Fourth, it is important that IFRS-US GAAP convergence continue apace. Indeed, if the SEC were to eliminate its reconciliation requirement, the continued success of the convergence project becomes all the more vital. We all know that markets are nothing if not changing, and new experiences inevitably lead to new ways of looking at particular standards. If the IFRS-US GAAP convergence project were to falter, or if IFRS and US GAAP were to begin to diverge, it will make more likely that critics will have ammunition to call for re-imposing a reconciliation requirement.

Fifth, and finally, it is important that the current dialogue among financial regulators over IFRS development continue. The steady progress towards ending the reconciliation requirement has depended to a significant degree on the trust and communication that we have shared with European members and with our counterparts in other regions in the world. This dialogue has not always made the financial pages or even been apparent to the larger financial community, but it has always been vital. Things that would undermine this dialogue, such as a finding by the European Commission that US GAAP and IFRS cannot co-exist in Europe, or the introduction of significant additional disclosure requirements for the use of US GAAP in the EU, could also easily cause the public and others to ask the SEC to re-examine whether it can eliminate its own reconciliation requirement. Our mutual effort should be toward creating the conditions that ease the use of US GAAP and IFRS in our jurisdictions, not making it more costly or difficult than is currently the case.

Important Next Steps

We have set an ambitious schedule, but not an unrealistic one. But to make it happen, this “Roadmap,” demands something from all of us.

For us regulators, achieving this goal will require a new degree of coordination. Fortunately, the Committee of European Securities Regulators has already taken a major step in this direction by establishing a database designed to share CESR member views regarding the application and interpretation of IFRS in the European Union. IOSCO, the International Organization of Securities Commissions has also shown leadership in this regard by announcing the creation of a similar database for its members. Hopefully, the result will be an international compendium of regulatory precedents and decisions that will promote the consistent development of IFRS, with the assistance of the IASB and IFRIC, as a single, consistent standard, worldwide.

Accounting firms and their clients also play an essential role. Actual consistency in application of IFRS, to a great extent, will fall on your shoulders. We must not forget that IFRS are new, and accounting firms will need to ensure that IFRS are applied consistently across their entire clientele, wherever based, and regardless of which office in the firm’s network is in charge of auditing the issuer’s financial statements.

This will not be easy, but issuers must insist on it. We can expect that IFRS will come as a shock to some. For many EU jurisdictions, IFRS are significantly different from the national accounting standards traditionally used by issuers, and there will be resistance to change. But the benefits to consistent use of a single set of global standards are just too great to ignore. It will not just lower long-term capital costs and improve European market integrity, but consistency in application across jurisdictions and industrial sectors will contribute to making it possible for foreign private issuers to raise capital in the United States without reconciling their financial statements to US GAAP.
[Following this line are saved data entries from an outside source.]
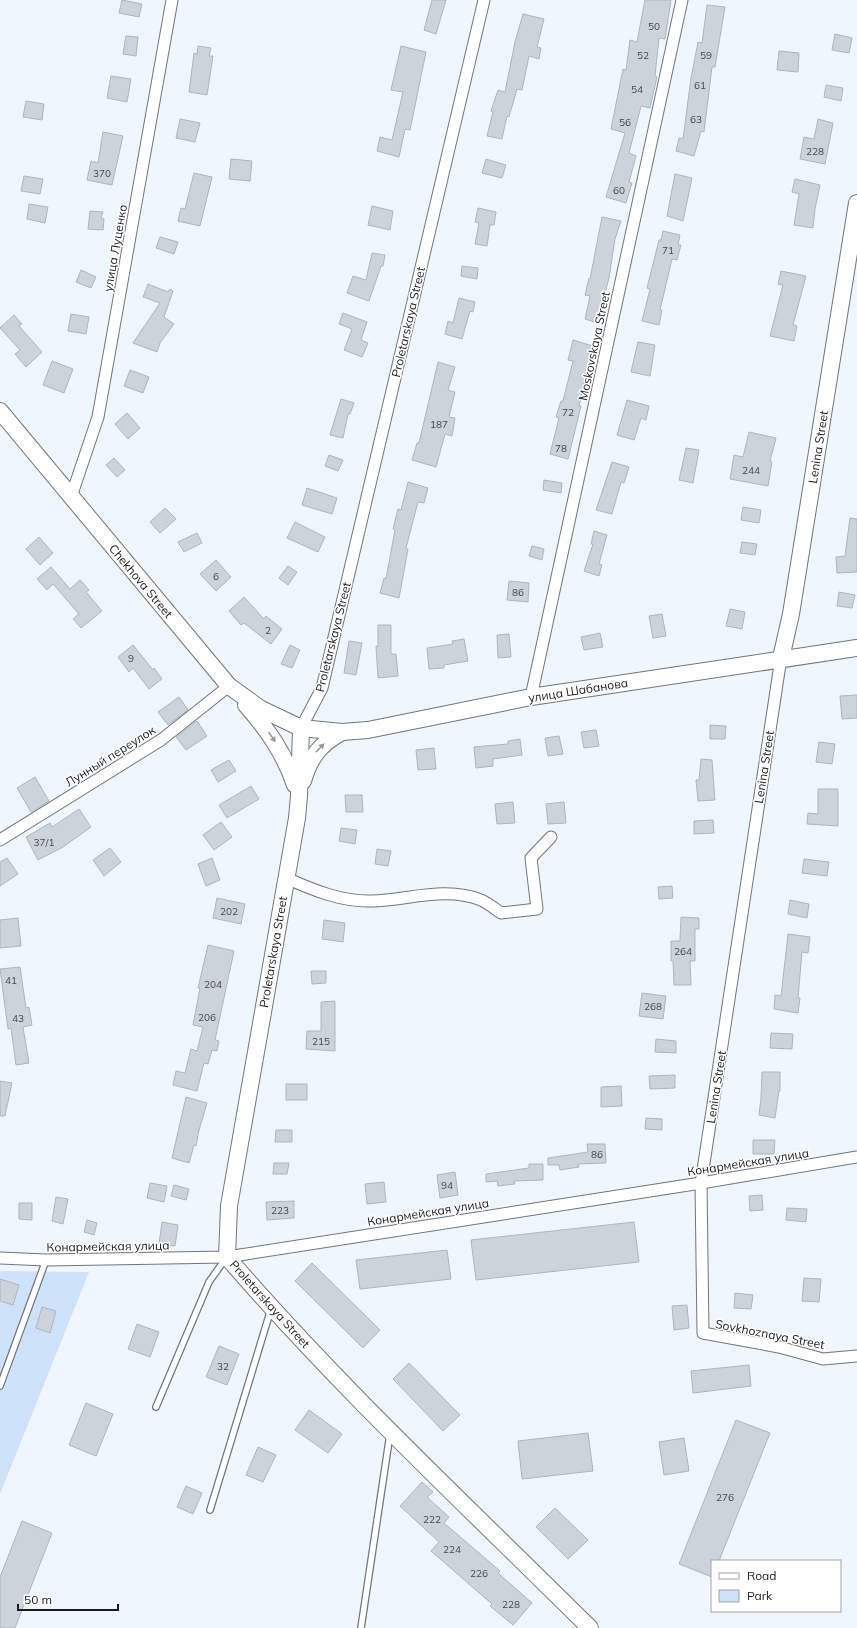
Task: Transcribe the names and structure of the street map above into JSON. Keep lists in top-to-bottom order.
{
  "streets": {
    "street": [
      "улица Луценко",
      "Proletarskaya Street",
      "Moskovskaya Street",
      "Lenina Street",
      "Chekhova Street",
      "улица Шабанова",
      "Лунный переулок",
      "Конармейская улица",
      "Sovkhoznaya Street"
    ]
  },
  "crossings": [
    ["улица Луценко", "Chekhova Street"],
    ["Proletarskaya Street", "Chekhova Street"],
    ["Proletarskaya Street", "улица Шабанова"],
    ["Proletarskaya Street", "Конармейская улица"],
    ["Moskovskaya Street", "улица Шабанова"],
    ["Lenina Street", "улица Шабанова"],
    ["Lenina Street", "Конармейская улица"],
    ["Lenina Street", "Sovkhoznaya Street"],
    ["Chekhova Street", "улица Шабанова"],
    ["Chekhova Street", "Лунный переулок"]
  ],
  "house_numbers": [
    "50",
    "52",
    "59",
    "61",
    "54",
    "63",
    "56",
    "228",
    "370",
    "60",
    "71",
    "72",
    "187",
    "78",
    "244",
    "6",
    "86",
    "2",
    "9",
    "37/1",
    "202",
    "264",
    "41",
    "204",
    "268",
    "206",
    "43",
    "215",
    "86",
    "94",
    "223",
    "32",
    "276",
    "222",
    "224",
    "226",
    "228"
  ],
  "legend": ["Road", "Park"],
  "scale_bar": "50 m"
}
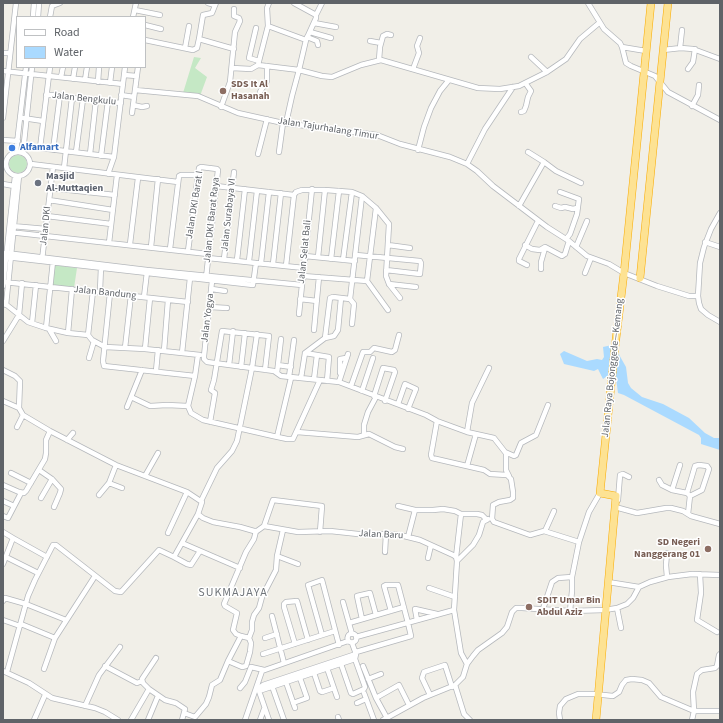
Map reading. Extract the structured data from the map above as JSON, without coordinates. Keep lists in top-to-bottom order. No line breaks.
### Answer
{"streets":{"highway":["Jalan Raya Bojonggede—Kemang"],"street":["Jalan Bengkulu","Jalan Tajurhalang Timur","Jalan DKI Barat I","Jalan Surabaya VI","Jalan DKI Barat Raya","Jalan DKI","Jalan Selat Bali","Jalan Bandung","Jalan Yogya","Jalan Baru"]},"crossings":[["Jalan Tajurhalang Timur","Jalan Raya Bojonggede—Kemang"],["Jalan DKI Barat I","Jalan DKI Barat Raya"]],"districts":["SUKMAJAYA"],"places":["SDS It Al Hasanah","Alfamart","Masjid Al-Muttaqien","SD Negeri Nanggerang 01","SDIT Umar Bin Abdul Aziz"],"legend":["Road","Water"]}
The role of accounting firms, issuers and regulators in this task should not be underestimated. The challenge of crafting one widely-used, comprehensive, high-quality set of accounting standards lies in all of our hands. Unless IFRS is applied and interpreted consistently across all companies, IFRS will no longer be one set of accounting standards, but many. In the latter case, the arguments in favor of eliminating the reconciliation requirement would collapse.

We all owe it to our investors to make sure this doesn’t happen.

Thank you.

1 Malkiel, Burton G. A Random Walk Down Wall Street (1990) at 44.